◆ **Brief**:
When the string "Right" is part of a line in the data below, report the whole line.

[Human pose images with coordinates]
[Start of section]

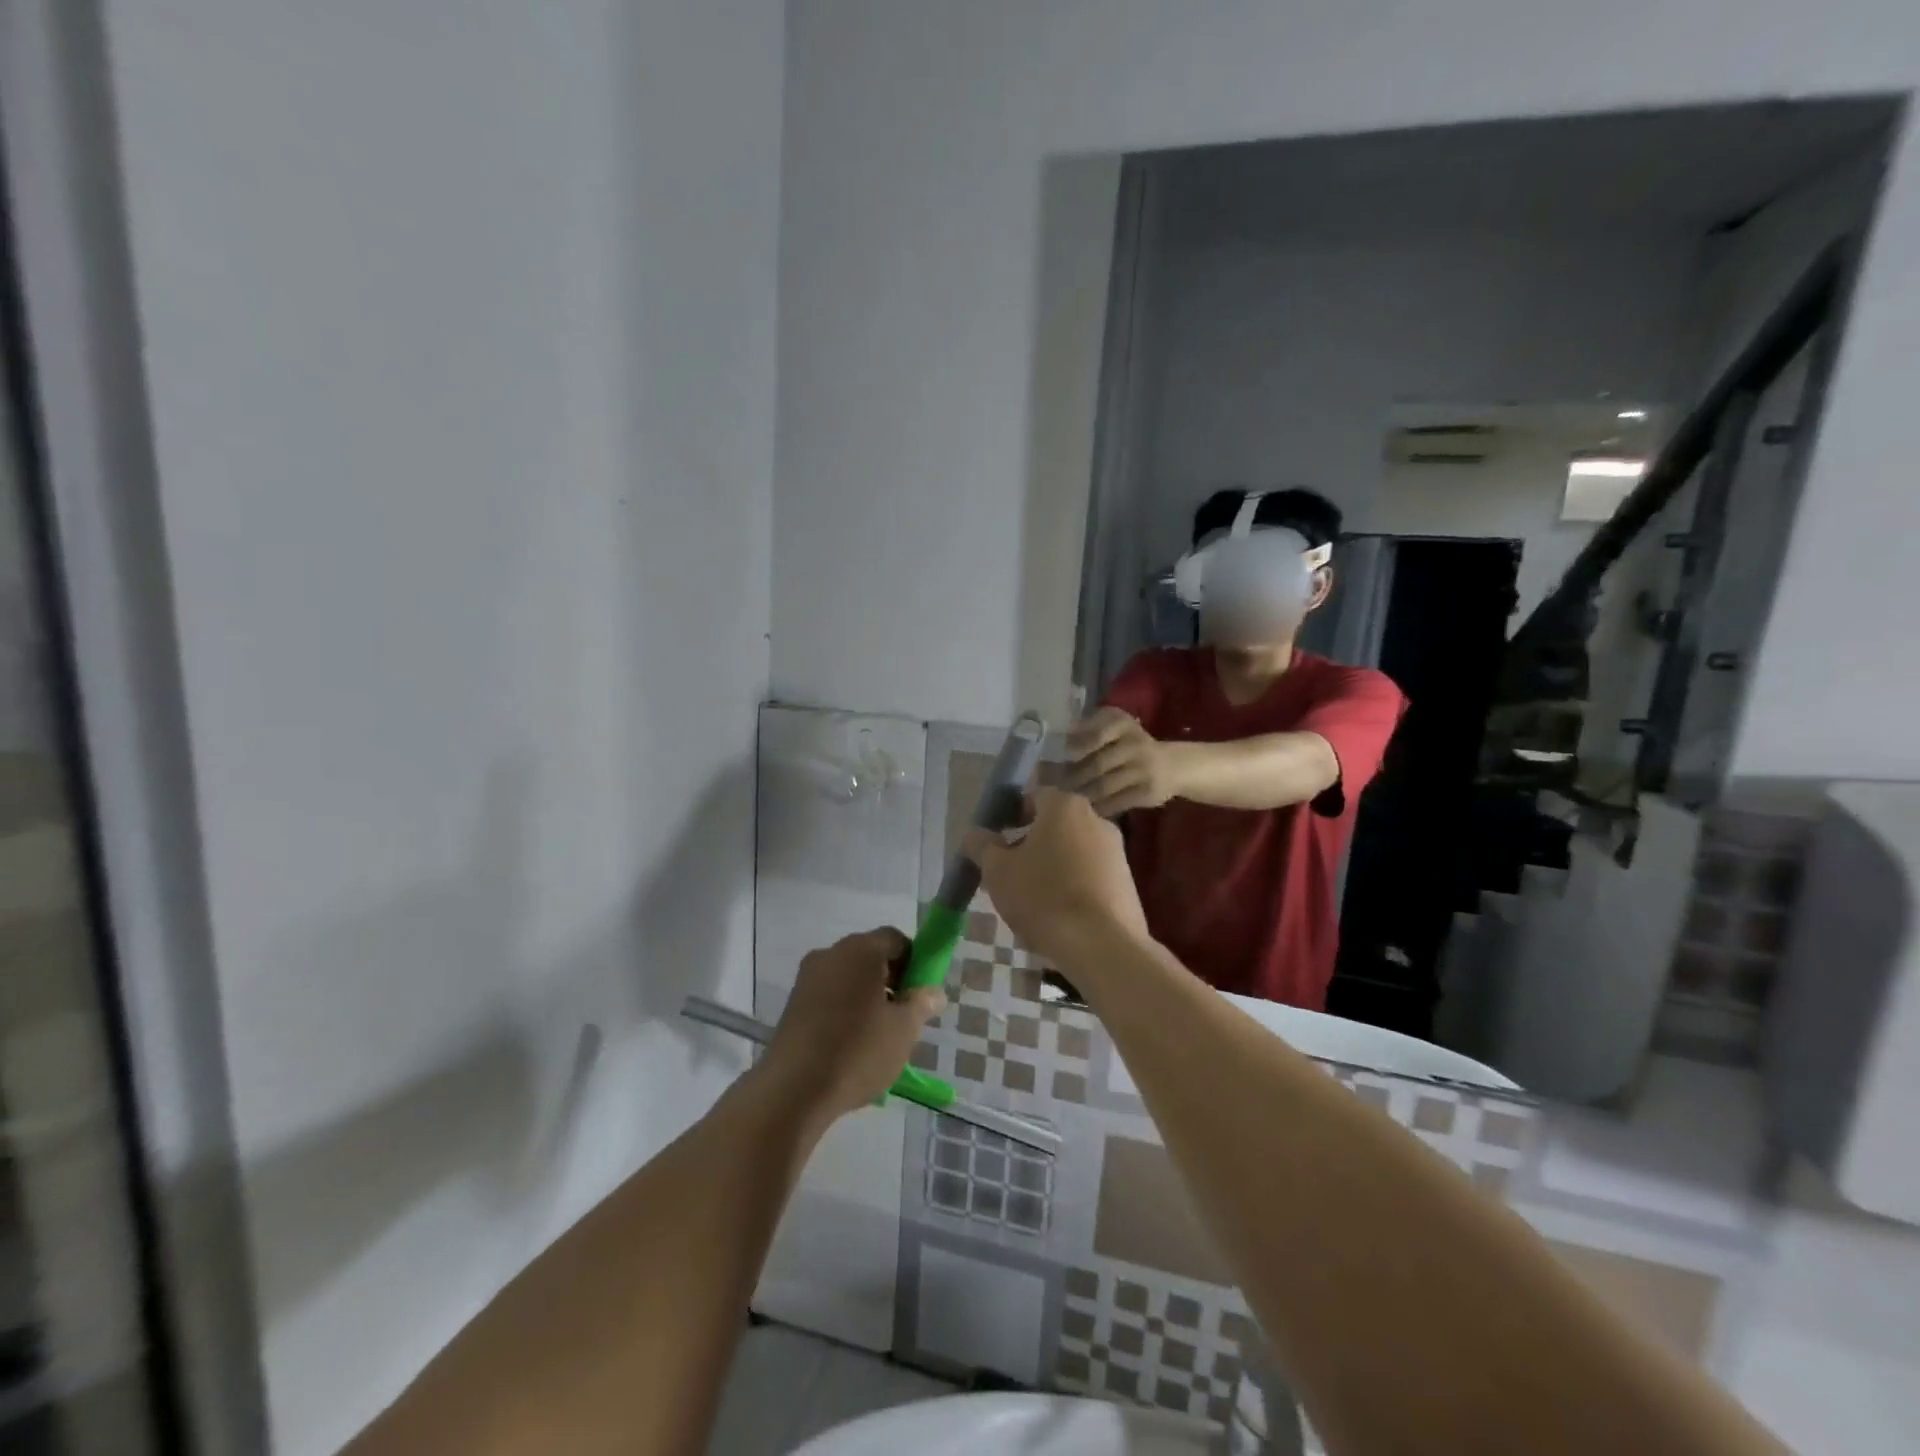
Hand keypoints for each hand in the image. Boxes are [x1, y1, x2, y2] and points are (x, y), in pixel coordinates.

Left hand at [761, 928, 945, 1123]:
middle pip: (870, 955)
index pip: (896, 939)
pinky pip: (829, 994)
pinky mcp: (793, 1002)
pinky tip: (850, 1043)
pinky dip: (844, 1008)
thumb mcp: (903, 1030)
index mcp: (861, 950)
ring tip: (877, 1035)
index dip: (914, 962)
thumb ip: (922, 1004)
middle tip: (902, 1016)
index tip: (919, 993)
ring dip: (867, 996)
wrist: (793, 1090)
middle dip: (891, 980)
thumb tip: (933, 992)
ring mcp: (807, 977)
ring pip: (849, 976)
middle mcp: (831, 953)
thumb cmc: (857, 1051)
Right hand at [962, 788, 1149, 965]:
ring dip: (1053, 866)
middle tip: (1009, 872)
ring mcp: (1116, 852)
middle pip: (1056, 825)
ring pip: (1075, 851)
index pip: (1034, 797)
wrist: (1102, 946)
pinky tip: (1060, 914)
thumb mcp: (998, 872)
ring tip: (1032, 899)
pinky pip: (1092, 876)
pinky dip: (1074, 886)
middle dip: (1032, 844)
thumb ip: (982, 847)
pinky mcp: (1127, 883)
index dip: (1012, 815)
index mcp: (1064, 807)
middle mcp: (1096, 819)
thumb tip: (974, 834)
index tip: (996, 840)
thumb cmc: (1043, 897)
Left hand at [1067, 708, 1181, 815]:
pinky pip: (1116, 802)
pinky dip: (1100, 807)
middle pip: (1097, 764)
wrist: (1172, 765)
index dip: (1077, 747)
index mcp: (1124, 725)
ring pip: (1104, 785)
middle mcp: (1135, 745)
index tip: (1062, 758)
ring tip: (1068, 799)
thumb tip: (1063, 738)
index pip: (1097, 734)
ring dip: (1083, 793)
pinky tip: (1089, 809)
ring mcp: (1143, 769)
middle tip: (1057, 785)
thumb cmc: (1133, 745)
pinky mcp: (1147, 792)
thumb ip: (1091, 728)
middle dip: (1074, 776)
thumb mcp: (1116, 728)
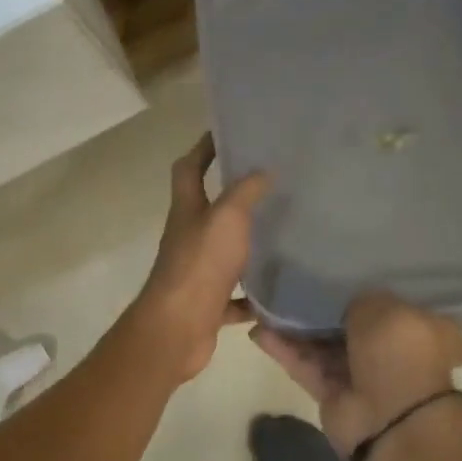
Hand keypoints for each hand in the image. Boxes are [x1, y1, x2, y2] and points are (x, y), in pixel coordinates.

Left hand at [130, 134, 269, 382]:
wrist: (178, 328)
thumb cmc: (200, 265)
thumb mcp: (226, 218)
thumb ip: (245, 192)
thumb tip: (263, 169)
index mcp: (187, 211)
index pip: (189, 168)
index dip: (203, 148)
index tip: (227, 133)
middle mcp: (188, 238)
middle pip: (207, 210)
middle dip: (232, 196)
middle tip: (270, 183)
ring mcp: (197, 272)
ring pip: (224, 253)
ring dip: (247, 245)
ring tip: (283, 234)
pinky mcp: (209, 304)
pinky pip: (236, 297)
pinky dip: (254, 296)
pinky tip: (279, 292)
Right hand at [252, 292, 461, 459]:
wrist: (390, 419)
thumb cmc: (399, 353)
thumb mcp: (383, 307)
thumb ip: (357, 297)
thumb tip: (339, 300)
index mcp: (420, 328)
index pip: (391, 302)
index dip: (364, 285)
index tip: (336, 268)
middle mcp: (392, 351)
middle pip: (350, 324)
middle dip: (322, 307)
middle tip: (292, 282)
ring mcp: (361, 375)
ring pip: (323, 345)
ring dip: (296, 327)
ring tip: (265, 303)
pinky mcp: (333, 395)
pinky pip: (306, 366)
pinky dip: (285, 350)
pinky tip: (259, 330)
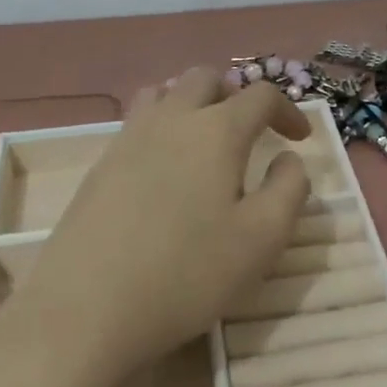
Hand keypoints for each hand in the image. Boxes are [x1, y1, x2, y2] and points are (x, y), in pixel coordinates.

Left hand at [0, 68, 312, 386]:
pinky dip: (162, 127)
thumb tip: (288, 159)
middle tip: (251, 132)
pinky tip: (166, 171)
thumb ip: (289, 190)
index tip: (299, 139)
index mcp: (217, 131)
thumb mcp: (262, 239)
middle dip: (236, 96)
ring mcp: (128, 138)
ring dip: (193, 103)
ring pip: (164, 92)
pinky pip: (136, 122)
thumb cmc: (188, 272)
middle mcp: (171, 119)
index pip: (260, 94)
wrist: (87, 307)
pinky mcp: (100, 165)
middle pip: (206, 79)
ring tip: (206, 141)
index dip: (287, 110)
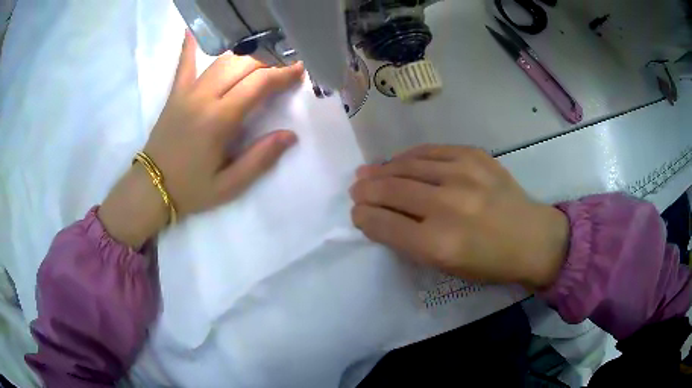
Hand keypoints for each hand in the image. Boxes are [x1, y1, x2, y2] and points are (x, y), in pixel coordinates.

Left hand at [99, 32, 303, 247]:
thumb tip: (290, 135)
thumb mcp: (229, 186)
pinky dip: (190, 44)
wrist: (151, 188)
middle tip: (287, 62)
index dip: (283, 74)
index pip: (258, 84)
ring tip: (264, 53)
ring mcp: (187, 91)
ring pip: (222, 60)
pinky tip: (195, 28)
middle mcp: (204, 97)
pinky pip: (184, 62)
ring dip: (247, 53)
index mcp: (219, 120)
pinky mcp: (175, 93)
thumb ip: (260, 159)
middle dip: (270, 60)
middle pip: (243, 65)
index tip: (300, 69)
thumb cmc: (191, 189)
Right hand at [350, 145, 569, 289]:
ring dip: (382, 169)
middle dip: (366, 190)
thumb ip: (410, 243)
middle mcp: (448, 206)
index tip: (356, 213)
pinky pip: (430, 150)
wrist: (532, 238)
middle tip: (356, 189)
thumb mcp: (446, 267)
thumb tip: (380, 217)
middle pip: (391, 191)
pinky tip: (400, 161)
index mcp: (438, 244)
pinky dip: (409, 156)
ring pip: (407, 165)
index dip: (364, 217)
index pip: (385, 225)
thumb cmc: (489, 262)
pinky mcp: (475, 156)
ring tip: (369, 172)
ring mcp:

[End of section]

◆ **Finished task**:
Right hand at [962, 788, 1149, 965]:
Right hand at [252, 292, 461, 459]:
Right hand at [350, 145, 569, 289]:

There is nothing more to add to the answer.